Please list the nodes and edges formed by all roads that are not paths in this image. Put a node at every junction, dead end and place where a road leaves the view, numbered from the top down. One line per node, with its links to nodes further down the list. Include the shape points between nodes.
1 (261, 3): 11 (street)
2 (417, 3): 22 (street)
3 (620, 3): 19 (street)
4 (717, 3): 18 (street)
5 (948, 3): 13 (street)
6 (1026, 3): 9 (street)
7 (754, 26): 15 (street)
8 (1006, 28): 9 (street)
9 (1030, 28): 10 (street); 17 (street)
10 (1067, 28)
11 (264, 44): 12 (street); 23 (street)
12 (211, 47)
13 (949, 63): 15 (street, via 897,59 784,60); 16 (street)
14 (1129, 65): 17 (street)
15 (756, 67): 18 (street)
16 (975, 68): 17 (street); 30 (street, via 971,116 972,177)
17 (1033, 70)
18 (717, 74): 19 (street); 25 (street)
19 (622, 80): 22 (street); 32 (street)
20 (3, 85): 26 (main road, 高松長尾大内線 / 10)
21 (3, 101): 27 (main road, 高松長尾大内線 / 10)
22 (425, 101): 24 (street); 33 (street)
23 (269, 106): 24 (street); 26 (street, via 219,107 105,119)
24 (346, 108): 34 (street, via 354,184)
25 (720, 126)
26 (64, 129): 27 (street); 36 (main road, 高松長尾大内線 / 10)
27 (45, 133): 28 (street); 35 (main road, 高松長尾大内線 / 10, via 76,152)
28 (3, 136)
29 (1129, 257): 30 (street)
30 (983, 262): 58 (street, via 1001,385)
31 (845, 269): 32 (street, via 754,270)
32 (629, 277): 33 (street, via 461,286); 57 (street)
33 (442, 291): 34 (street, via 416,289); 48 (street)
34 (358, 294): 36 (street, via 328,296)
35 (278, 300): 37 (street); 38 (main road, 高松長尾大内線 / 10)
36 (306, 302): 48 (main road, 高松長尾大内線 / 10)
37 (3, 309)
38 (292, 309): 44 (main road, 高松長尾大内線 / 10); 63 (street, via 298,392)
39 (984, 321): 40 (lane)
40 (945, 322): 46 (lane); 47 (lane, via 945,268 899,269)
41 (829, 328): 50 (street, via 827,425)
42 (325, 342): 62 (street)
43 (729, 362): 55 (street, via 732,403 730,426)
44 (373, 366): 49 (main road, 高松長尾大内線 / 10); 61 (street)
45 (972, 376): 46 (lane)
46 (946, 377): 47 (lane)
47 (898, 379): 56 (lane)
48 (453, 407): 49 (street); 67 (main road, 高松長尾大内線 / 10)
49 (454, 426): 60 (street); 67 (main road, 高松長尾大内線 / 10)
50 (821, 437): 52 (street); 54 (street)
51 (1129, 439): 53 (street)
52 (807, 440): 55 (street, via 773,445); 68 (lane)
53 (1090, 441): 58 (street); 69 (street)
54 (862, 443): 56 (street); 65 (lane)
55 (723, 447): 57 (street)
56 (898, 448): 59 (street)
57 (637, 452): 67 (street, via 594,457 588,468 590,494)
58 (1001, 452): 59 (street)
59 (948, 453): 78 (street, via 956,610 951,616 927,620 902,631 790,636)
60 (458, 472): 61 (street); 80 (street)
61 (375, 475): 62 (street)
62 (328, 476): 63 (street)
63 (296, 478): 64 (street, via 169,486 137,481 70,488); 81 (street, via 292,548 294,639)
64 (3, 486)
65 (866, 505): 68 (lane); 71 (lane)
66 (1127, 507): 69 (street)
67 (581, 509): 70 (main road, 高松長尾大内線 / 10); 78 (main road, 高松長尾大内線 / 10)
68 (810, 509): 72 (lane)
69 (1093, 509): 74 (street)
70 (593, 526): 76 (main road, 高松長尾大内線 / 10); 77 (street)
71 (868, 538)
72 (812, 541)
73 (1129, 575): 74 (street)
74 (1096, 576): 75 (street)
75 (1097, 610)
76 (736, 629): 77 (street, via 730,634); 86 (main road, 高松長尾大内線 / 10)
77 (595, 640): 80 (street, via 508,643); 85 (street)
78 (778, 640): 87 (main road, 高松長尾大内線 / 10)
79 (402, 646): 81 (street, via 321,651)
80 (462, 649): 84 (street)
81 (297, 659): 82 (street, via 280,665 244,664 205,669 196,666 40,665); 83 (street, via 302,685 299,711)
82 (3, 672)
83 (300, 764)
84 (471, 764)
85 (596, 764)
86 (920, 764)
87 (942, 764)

· · · ·

### What is needed:
Each record must be transcribed exactly, with nothing left out.

### Expected answer:
Please list the nodes and edges formed by all roads that are not paths in this image. Put a node at every junction, dead end and place where a road leaves the view, numbered from the top down. One line per node, with its links to nodes further down the list. Include the shape points between nodes.
1 (261, 3): 11 (street)
2 (417, 3): 22 (street)
3 (620, 3): 19 (street)
4 (717, 3): 18 (street)
5 (948, 3): 13 (street)
6 (1026, 3): 9 (street)
7 (754, 26): 15 (street)
8 (1006, 28): 9 (street)
9 (1030, 28): 10 (street); 17 (street)
10 (1067, 28)
11 (264, 44): 12 (street); 23 (street)
12 (211, 47)
13 (949, 63): 15 (street, via 897,59 784,60); 16 (street)
14 (1129, 65): 17 (street)
15 (756, 67): 18 (street)
16 (975, 68): 17 (street); 30 (street, via 971,116 972,177)
17 (1033, 70)
18 (717, 74): 19 (street); 25 (street)
19 (622, 80): 22 (street); 32 (street)
20 (3, 85): 26 (main road, 高松長尾大内線 / 10)
21 (3, 101): 27 (main road, 高松長尾大内線 / 10)
22 (425, 101): 24 (street); 33 (street)
23 (269, 106): 24 (street); 26 (street, via 219,107 105,119)
24 (346, 108): 34 (street, via 354,184)
25 (720, 126)
26 (64, 129): 27 (street); 36 (main road, 高松長尾大内線 / 10)
27 (45, 133): 28 (street); 35 (main road, 高松長尾大内線 / 10, via 76,152)
28 (3, 136)
29 (1129, 257): 30 (street)
30 (983, 262): 58 (street, via 1001,385)
31 (845, 269): 32 (street, via 754,270)
32 (629, 277): 33 (street, via 461,286); 57 (street)
33 (442, 291): 34 (street, via 416,289); 48 (street)
34 (358, 294): 36 (street, via 328,296)
35 (278, 300): 37 (street); 38 (main road, 高松長尾大内線 / 10)
36 (306, 302): 48 (main road, 高松長尾大内線 / 10)
37 (3, 309)
38 (292, 309): 44 (main road, 高松長尾大内線 / 10); 63 (street, via 298,392)
39 (984, 321): 40 (lane)
40 (945, 322): 46 (lane); 47 (lane, via 945,268 899,269)
41 (829, 328): 50 (street, via 827,425)
42 (325, 342): 62 (street)
43 (729, 362): 55 (street, via 732,403 730,426)
44 (373, 366): 49 (main road, 高松長尾大内線 / 10); 61 (street)
45 (972, 376): 46 (lane)
46 (946, 377): 47 (lane)
47 (898, 379): 56 (lane)
48 (453, 407): 49 (street); 67 (main road, 高松長尾大内線 / 10)
49 (454, 426): 60 (street); 67 (main road, 高松長尾大内線 / 10)
50 (821, 437): 52 (street); 54 (street)
51 (1129, 439): 53 (street)
52 (807, 440): 55 (street, via 773,445); 68 (lane)
53 (1090, 441): 58 (street); 69 (street)
54 (862, 443): 56 (street); 65 (lane)
55 (723, 447): 57 (street)
56 (898, 448): 59 (street)
57 (637, 452): 67 (street, via 594,457 588,468 590,494)
58 (1001, 452): 59 (street)
59 (948, 453): 78 (street, via 956,610 951,616 927,620 902,631 790,636)
60 (458, 472): 61 (street); 80 (street)
61 (375, 475): 62 (street)
62 (328, 476): 63 (street)
63 (296, 478): 64 (street, via 169,486 137,481 70,488); 81 (street, via 292,548 294,639)
64 (3, 486)
65 (866, 505): 68 (lane); 71 (lane)
66 (1127, 507): 69 (street)
67 (581, 509): 70 (main road, 高松長尾大内線 / 10); 78 (main road, 高松長尾大内線 / 10)
68 (810, 509): 72 (lane)
69 (1093, 509): 74 (street)
70 (593, 526): 76 (main road, 高松長尾大内線 / 10); 77 (street)
71 (868, 538)
72 (812, 541)
73 (1129, 575): 74 (street)
74 (1096, 576): 75 (street)
75 (1097, 610)
76 (736, 629): 77 (street, via 730,634); 86 (main road, 高松長尾大内線 / 10)
77 (595, 640): 80 (street, via 508,643); 85 (street)
78 (778, 640): 87 (main road, 高松長尾大内線 / 10)
79 (402, 646): 81 (street, via 321,651)
80 (462, 649): 84 (street)
81 (297, 659): 82 (street, via 280,665 244,664 205,669 196,666 40,665); 83 (street, via 302,685 299,711)
82 (3, 672)
83 (300, 764)
84 (471, 764)
85 (596, 764)
86 (920, 764)
87 (942, 764)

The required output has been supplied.